DATA TO EXAMINE section start

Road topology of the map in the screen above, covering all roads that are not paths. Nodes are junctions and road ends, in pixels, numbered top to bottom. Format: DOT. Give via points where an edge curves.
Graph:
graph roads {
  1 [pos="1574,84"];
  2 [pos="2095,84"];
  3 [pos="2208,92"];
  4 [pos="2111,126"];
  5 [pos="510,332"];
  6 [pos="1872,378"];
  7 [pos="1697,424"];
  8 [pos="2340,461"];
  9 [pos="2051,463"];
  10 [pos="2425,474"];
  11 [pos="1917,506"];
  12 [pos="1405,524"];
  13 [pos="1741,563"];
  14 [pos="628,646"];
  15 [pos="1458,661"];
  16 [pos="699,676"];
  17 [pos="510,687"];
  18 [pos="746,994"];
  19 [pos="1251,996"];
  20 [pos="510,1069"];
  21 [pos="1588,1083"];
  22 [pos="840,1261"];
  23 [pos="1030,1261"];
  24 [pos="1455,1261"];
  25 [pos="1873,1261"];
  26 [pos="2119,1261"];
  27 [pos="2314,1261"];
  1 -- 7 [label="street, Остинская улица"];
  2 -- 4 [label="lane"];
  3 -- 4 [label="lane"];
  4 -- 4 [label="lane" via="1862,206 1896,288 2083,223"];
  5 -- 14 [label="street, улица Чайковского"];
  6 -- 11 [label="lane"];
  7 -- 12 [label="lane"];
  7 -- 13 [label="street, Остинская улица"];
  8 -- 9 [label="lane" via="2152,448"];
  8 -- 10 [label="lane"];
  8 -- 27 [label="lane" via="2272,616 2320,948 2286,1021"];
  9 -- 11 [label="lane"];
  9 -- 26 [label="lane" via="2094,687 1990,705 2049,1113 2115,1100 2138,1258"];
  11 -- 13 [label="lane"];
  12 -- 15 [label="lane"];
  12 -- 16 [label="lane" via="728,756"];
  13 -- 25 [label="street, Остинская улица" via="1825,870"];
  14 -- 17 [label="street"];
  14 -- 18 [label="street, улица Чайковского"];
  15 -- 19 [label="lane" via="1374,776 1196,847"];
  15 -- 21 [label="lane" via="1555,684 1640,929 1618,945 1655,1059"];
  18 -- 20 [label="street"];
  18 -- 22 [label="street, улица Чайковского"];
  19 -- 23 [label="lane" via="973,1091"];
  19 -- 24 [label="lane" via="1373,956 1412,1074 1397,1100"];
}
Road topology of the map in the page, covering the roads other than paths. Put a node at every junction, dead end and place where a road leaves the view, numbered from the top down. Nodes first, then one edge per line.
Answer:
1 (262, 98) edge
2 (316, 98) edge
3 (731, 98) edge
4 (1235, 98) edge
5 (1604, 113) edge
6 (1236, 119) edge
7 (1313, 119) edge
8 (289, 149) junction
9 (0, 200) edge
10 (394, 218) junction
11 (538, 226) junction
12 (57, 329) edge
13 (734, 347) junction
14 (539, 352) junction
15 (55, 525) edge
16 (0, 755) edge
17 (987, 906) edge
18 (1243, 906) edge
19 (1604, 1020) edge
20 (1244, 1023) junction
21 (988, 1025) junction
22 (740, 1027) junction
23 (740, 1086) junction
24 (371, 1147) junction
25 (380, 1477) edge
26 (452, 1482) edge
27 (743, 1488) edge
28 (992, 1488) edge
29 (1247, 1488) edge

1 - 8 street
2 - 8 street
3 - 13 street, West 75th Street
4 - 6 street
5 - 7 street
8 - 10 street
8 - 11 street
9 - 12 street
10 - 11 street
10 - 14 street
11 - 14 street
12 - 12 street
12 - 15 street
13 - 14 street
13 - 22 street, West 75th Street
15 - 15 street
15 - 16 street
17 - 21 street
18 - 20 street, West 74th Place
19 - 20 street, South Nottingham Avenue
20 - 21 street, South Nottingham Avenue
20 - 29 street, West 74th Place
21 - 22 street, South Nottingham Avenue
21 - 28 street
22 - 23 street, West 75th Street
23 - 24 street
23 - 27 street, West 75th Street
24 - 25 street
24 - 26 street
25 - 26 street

DATA TO EXAMINE section end

# INSTRUCTIONS TO FOLLOW
Line for line, set down the listing above again.

# ANSWER SPACE
Road topology of the map in the screen above, covering all roads that are not paths. Nodes are junctions and road ends, in pixels, numbered top to bottom. Format: DOT. Give via points where an edge curves.
Graph:
graph roads {
  1 [pos="1574,84"];
  2 [pos="2095,84"];
  3 [pos="2208,92"];
  4 [pos="2111,126"];
  5 [pos="510,332"];
  6 [pos="1872,378"];
  7 [pos="1697,424"];
  8 [pos="2340,461"];
  9 [pos="2051,463"];
  10 [pos="2425,474"];
  11 [pos="1917,506"];
  12 [pos="1405,524"];
  13 [pos="1741,563"];
  14 [pos="628,646"];
  15 [pos="1458,661"];
  16 [pos="699,676"];
  17 [pos="510,687"];
  18 [pos="746,994"];
  19 [pos="1251,996"];
  20 [pos="510,1069"];
  21 [pos="1588,1083"];
  22 [pos="840,1261"];
  23 [pos="1030,1261"];
  24 [pos="1455,1261"];
  25 [pos="1873,1261"];
  26 [pos="2119,1261"];
  27 [pos="2314,1261"];
  1 -- 7 [label="street, Остинская улица"];
  2 -- 4 [label="lane"];
  3 -- 4 [label="lane"];
  4 -- 4 [label="lane" via="1862,206 1896,288 2083,223"];
  5 -- 14 [label="street, улица Чайковского"];
  6 -- 11 [label="lane"];
  7 -- 12 [label="lane"];
  7 -- 13 [label="street, Остинская улица"];
  8 -- 9 [label="lane" via="2152,448"];
  8 -- 10 [label="lane"];
  8 -- 27 [label="lane" via="2272,616 2320,948 2286,1021"];
  9 -- 11 [label="lane"];
  9 -- 26 [label="lane" via="2094,687 1990,705 2049,1113 2115,1100 2138,1258"];
  11 -- 13 [label="lane"];
  12 -- 15 [label="lane"];
  12 -- 16 [label="lane" via="728,756"];
  13 -- 25 [label="street, Остинская улица" via="1825,870"];
  14 -- 17 [label="street"];
  14 -- 18 [label="street, улица Чайковского"];
  15 -- 19 [label="lane" via="1374,776 1196,847"];
  15 -- 21 [label="lane" via="1555,684 1640,929 1618,945 1655,1059"];
  18 -- 20 [label="street"];
  18 -- 22 [label="street, улица Чайковского"];
  19 -- 23 [label="lane" via="973,1091"];
  19 -- 24 [label="lane" via="1373,956 1412,1074 1397,1100"];
}
Road topology of the map in the page, covering the roads other than paths. Put a node at every junction, dead end and place where a road leaves the view, numbered from the top down. Nodes first, then one edge per line.
Answer:
1 (262, 98) edge
2 (316, 98) edge
3 (731, 98) edge
4 (1235, 98) edge
5 (1604, 113) edge
6 (1236, 119) edge
7 (1313, 119) edge
8 (289, 149) junction
9 (0, 200) edge
10 (394, 218) junction
11 (538, 226) junction
12 (57, 329) edge
13 (734, 347) junction
14 (539, 352) junction
15 (55, 525) edge
16 (0, 755) edge
17 (987, 906) edge
18 (1243, 906) edge
19 (1604, 1020) edge
20 (1244, 1023) junction
21 (988, 1025) junction
22 (740, 1027) junction
23 (740, 1086) junction
24 (371, 1147) junction
25 (380, 1477) edge
26 (452, 1482) edge
27 (743, 1488) edge
28 (992, 1488) edge
29 (1247, 1488) edge

1 - 8 street
2 - 8 street
3 - 13 street, West 75th Street
4 - 6 street
5 - 7 street
8 - 10 street
8 - 11 street
9 - 12 street
10 - 11 street
10 - 14 street
11 - 14 street
12 - 12 street
12 - 15 street
13 - 14 street
13 - 22 street, West 75th Street
15 - 15 street
15 - 16 street
17 - 21 street
18 - 20 street, West 74th Place
19 - 20 street, South Nottingham Avenue
20 - 21 street, South Nottingham Avenue
20 - 29 street, West 74th Place
21 - 22 street, South Nottingham Avenue
21 - 28 street
22 - 23 street, West 75th Street
23 - 24 street
23 - 27 street, West 75th Street
24 - 25 street
24 - 26 street
25 - 26 street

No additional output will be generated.